Acórdão do Tribunal Central Administrativo Sul
Processo:6386/02
Secção:Contencioso Administrativo
Data do Acordão:10/31/2002
Relator:José Francisco Fonseca da Paz
Descritores:NOMEAÇÃO
MÉDICO ASISTENTE
DIRECTOR DE SERVIÇO HOSPITALAR
Aditamento:
1
Decisão Texto Integral:ACORDAM, EM CONFERÊNCIA, NA 1ª. SUBSECÇÃO DA 1ª SECÇÃO DO TRIBUNAL CENTRAL ADMINISTRATIVO

1. O Conselho de Administração do Centro Hospitalar de Póvoa de Varzim e Vila do Conde, inconformado com a sentença do TAC do Porto, que concedeu provimento ao recurso contencioso interposto por A.....da sua deliberação, de 10/1/2001, que nomeara Director de Serviço de Medicina Interna J....., dela recorreu para este Tribunal formulando, na respectiva alegação, as seguintes conclusões:
"1ª - A nomeação de um médico assistente graduado para o exercício do cargo de Director de Serviço hospitalar, previsto no art. 29º do Dec. Reg. nº 3/88, de 22/1, deve ser fundamentada por imposição de lei especial cfr. art. 41º/2 do D.L. nº. 73/90, de 6/3, na redacção do D.L. nº 396/93, de 24/11;
2ª - A nomeação do médico, assistente graduado, Dr. J......., para o cargo de Director de Serviço de Medicina Interna do Centro Hospitalar de Póvoa de Varzim Vila do Conde, pela deliberação de 10/01/2001, do seu Conselho de Administração, ao aderir aos fundamentos constantes da proposta apresentada pelo respectivo Director Clínico, mostra-se, salvo o devido respeito, suficientemente fundamentada;
3ª - A sentença agora recorrida, ao considerar que aquela deliberação padecia de falta de fundamentação, violou por errada interpretação e aplicação as normas constantes dos arts. 120º., 123º/1-d), 124º./1, primeira parte, 125º/1/2, todos do C.P. Administrativo e art. 41º./2 do D.L. nº 73/90, de 6/3, na redacção do D.L. nº 396/93, de 24/11”

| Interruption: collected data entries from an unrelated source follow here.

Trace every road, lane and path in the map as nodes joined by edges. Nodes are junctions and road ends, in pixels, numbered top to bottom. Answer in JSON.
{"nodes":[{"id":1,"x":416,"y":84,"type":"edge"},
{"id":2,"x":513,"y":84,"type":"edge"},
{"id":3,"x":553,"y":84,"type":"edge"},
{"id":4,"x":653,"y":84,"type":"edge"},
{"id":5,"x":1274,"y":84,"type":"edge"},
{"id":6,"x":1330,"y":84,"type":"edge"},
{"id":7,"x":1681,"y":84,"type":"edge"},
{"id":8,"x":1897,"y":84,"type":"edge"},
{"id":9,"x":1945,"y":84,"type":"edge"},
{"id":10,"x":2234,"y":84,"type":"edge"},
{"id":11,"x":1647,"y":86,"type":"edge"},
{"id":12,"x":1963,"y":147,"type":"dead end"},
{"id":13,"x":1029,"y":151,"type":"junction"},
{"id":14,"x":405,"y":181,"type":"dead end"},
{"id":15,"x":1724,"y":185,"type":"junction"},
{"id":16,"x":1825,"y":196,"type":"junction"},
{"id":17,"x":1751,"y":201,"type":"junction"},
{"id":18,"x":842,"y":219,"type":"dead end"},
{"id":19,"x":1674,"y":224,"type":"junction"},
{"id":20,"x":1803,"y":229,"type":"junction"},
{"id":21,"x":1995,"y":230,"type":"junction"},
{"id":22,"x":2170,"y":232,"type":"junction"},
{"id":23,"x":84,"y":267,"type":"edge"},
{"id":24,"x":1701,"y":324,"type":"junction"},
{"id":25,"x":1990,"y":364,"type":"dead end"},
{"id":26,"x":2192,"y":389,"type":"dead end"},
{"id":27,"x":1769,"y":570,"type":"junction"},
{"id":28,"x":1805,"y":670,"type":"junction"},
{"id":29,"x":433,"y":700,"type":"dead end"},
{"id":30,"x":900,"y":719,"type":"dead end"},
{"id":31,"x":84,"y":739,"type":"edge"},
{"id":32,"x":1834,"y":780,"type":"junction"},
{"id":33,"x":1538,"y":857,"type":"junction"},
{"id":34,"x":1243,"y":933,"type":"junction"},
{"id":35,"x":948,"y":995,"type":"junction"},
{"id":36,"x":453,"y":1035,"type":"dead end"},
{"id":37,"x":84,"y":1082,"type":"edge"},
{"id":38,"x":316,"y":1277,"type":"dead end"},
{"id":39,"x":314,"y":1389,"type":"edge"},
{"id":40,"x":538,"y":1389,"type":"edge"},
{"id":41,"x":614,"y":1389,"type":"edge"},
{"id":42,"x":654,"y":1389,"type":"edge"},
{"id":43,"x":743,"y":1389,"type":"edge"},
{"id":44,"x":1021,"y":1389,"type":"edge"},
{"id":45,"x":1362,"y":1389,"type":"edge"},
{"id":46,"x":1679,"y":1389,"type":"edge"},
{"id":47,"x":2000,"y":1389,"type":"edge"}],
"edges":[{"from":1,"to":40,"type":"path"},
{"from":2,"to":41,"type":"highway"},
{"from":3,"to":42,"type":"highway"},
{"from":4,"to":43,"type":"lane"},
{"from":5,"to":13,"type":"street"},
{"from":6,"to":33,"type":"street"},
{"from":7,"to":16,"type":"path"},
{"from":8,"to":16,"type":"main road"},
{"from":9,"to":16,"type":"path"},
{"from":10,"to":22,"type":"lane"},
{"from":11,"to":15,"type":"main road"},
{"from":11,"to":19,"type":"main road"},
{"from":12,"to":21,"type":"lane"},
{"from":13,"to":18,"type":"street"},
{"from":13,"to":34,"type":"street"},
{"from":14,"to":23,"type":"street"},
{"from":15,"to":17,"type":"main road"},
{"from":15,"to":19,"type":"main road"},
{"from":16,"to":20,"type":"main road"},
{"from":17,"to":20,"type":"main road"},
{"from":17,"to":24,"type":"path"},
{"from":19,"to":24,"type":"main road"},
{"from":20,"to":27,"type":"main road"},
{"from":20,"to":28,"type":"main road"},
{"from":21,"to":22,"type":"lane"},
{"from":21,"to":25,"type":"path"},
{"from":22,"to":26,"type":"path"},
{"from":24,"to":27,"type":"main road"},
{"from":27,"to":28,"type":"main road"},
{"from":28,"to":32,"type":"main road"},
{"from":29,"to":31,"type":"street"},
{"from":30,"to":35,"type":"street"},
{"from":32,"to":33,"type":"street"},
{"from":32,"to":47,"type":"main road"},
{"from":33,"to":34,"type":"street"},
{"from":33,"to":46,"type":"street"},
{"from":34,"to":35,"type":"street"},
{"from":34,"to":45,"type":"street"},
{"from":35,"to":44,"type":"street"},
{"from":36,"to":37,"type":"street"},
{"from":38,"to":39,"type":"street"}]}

O recorrido contra-alegou, pugnando pela manutenção da sentença recorrida.
O digno Magistrado do M.P. junto deste TCA emitiu parecer, onde concluíu que se devia negar provimento ao recurso.

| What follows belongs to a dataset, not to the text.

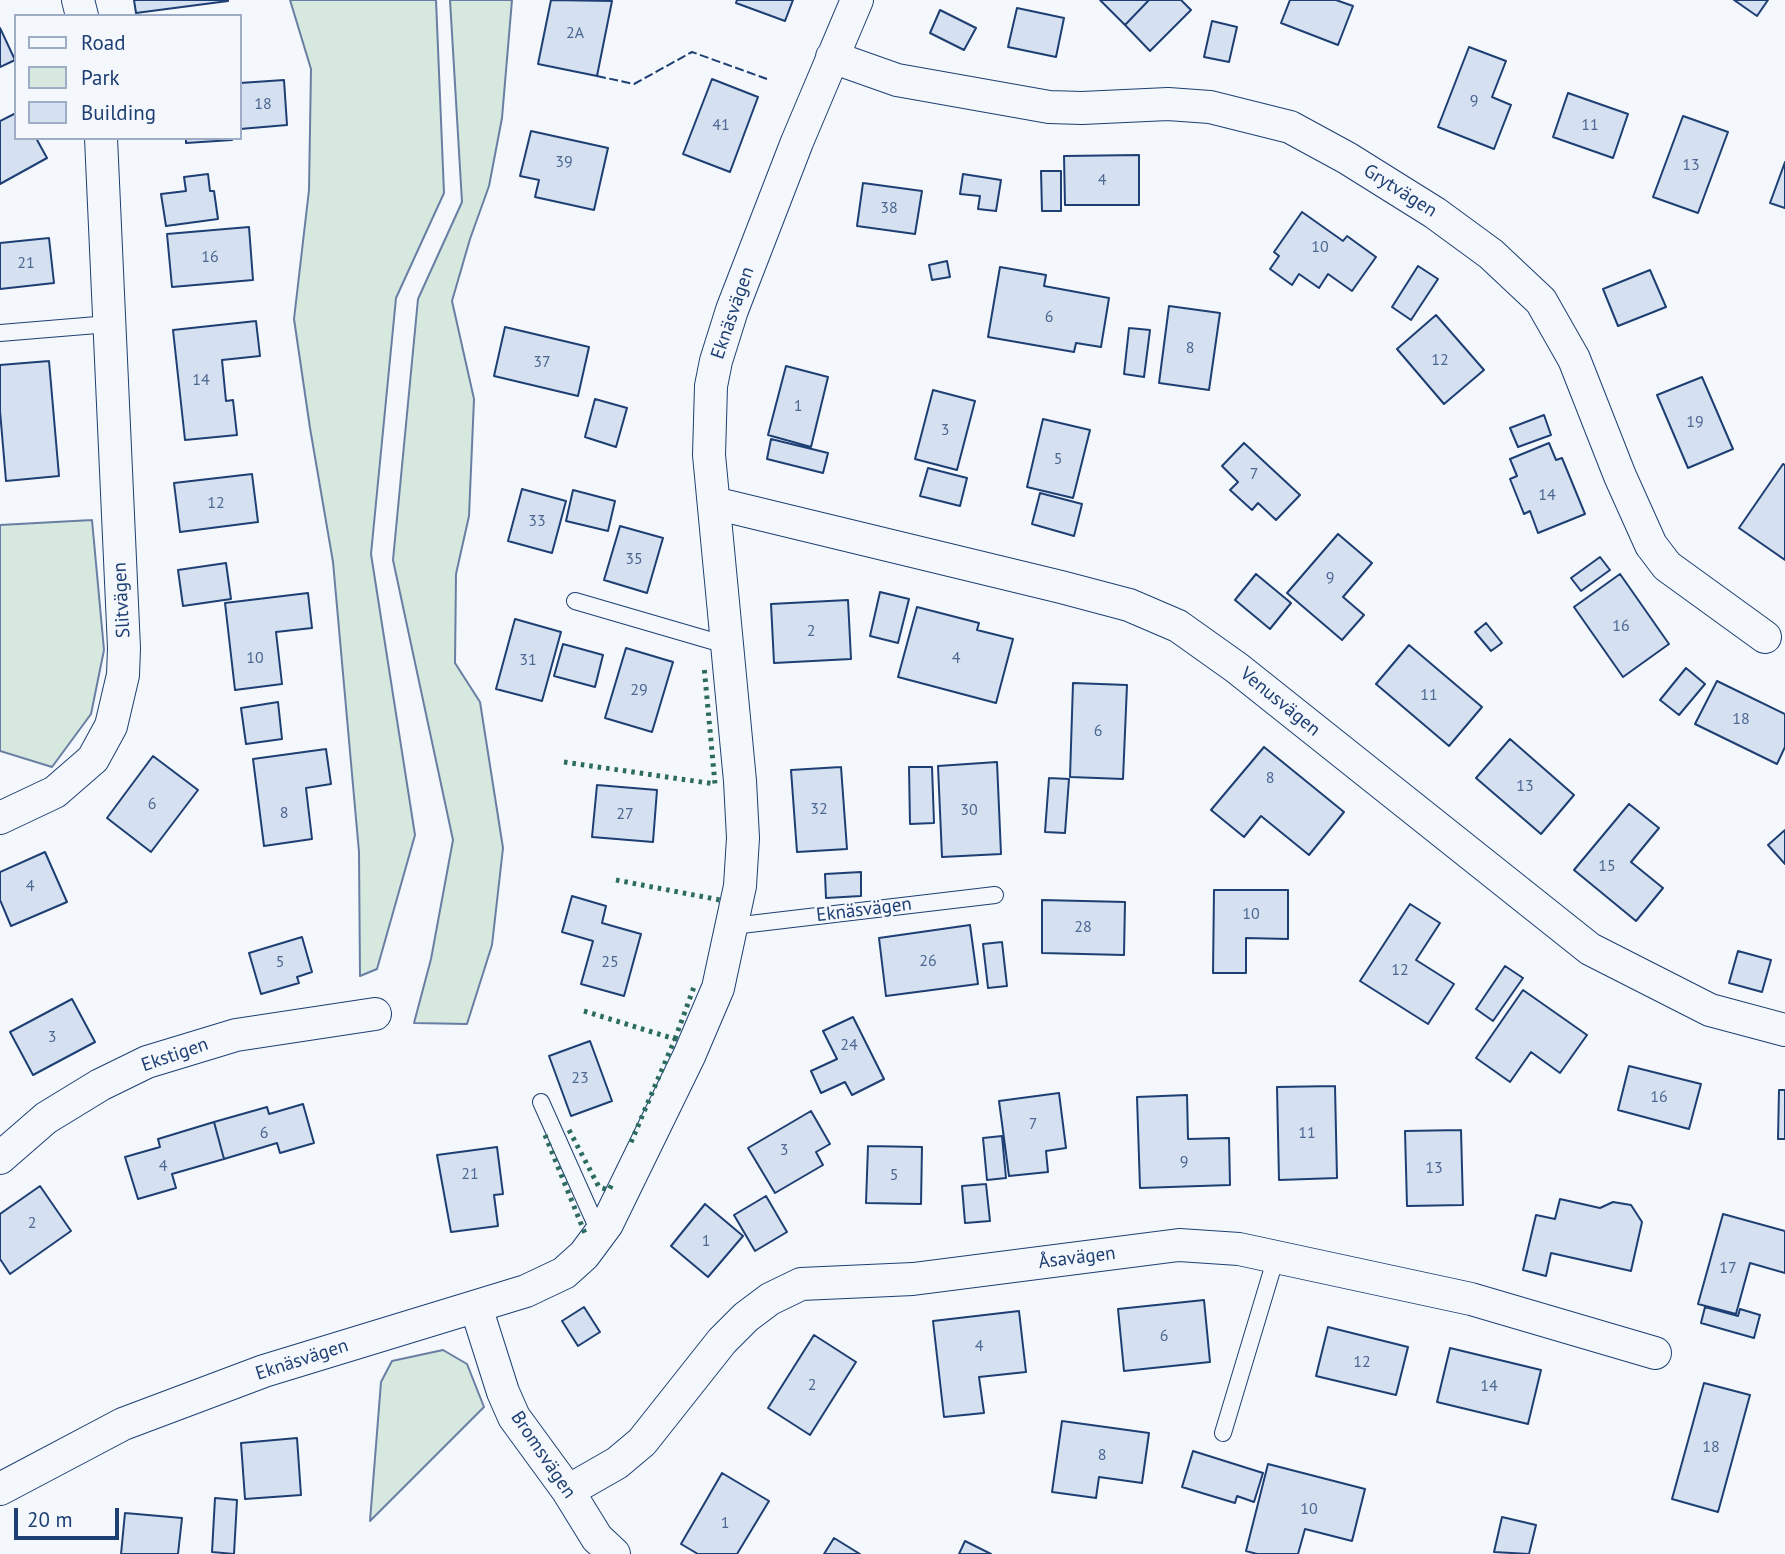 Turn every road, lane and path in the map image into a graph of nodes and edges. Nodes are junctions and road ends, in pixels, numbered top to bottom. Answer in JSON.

Colhidos os vistos legais, foi o processo submetido à Conferência para julgamento.
x
2.1. A sentença recorrida considerou provados os seguintes factos:
a) O recorrente contencioso é médico e exercia as funções de Director do Serviço de Medicina Interna, desde 17/9/98, do Hospital S. Pedro Pescador na Póvoa de Varzim, tendo, por deliberação do Conselho de Administração do Hospital S. Pedro Pescador (Póvoa de Varzim) de 28/11/99, sido autorizada a sua nomeação na sequência de nota de serviço interna nº 4/99, de 27/1/99;
b) com a publicação da Portaria nº 235/2000, de 27/4, foi criado o Centro Hospitalar da Póvoa de Varzim Vila do Conde e extintos os Hospitais Distritais de Vila do Conde e da Póvoa de Varzim;
c) em 9/1/2001, o Director Clínico do Centro Hospitalar Póvoa de Varzim/Vila do Conde elaborou nota de serviço interno nº 1/2001 versando sobre o assunto “Proposta de nomeação de Directores de Serviço para o Centro Hospitalar Póvoa de Varzim/Vila do Conde” com o teor constante de fls. 106 e 107 dos autos, cujo teor aqui se dá por reproduzido e donde resulta que:
“(...) Dada a criação do Centro Hospitalar e após a nomeação da Direcção Clínica havia que dar cumprimento ao articulado legal de proposição dos Directores de Serviço ao Conselho de Administração.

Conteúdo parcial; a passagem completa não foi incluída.